**EXERCISE BRIEF**
Each entry below has to be written out again exactly.

[Stored data]
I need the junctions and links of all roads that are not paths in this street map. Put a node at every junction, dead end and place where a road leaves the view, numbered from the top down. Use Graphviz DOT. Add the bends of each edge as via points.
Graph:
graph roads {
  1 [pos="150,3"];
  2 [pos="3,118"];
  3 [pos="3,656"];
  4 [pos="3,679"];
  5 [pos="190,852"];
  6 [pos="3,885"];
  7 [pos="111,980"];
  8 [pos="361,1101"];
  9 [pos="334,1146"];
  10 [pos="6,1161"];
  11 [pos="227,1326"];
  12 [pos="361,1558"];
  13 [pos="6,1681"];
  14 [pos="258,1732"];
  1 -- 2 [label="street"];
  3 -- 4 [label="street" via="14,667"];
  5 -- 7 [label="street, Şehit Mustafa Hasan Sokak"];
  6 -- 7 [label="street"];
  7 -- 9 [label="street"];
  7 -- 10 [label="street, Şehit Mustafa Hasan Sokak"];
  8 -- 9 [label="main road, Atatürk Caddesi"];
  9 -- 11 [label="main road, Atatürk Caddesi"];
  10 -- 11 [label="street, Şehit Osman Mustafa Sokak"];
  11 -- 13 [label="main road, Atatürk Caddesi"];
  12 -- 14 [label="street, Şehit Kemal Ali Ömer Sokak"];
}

**SOLVED EXERCISE**
I need the junctions and links of all roads that are not paths in this street map. Put a node at every junction, dead end and place where a road leaves the view, numbered from the top down. Use Graphviz DOT. Add the bends of each edge as via points.
Graph:
graph roads {
  1 [pos="150,3"];
  2 [pos="3,118"];
  3 [pos="3,656"];
  4 [pos="3,679"];
  5 [pos="190,852"];
  6 [pos="3,885"];
  7 [pos="111,980"];
  8 [pos="361,1101"];
  9 [pos="334,1146"];
  10 [pos="6,1161"];
  11 [pos="227,1326"];
  12 [pos="361,1558"];
  13 [pos="6,1681"];
  14 [pos="258,1732"];
  1 -- 2 [label="street"];
  3 -- 4 [label="street" via="14,667"];
  5 -- 7 [label="street, Şehit Mustafa Hasan Sokak"];
  6 -- 7 [label="street"];
  7 -- 9 [label="street"];
  7 -- 10 [label="street, Şehit Mustafa Hasan Sokak"];
  8 -- 9 [label="main road, Atatürk Caddesi"];
  9 -- 11 [label="main road, Atatürk Caddesi"];
  10 -- 11 [label="street, Şehit Osman Mustafa Sokak"];
  11 -- 13 [label="main road, Atatürk Caddesi"];
  12 -- 14 [label="street, Şehit Kemal Ali Ömer Sokak"];
}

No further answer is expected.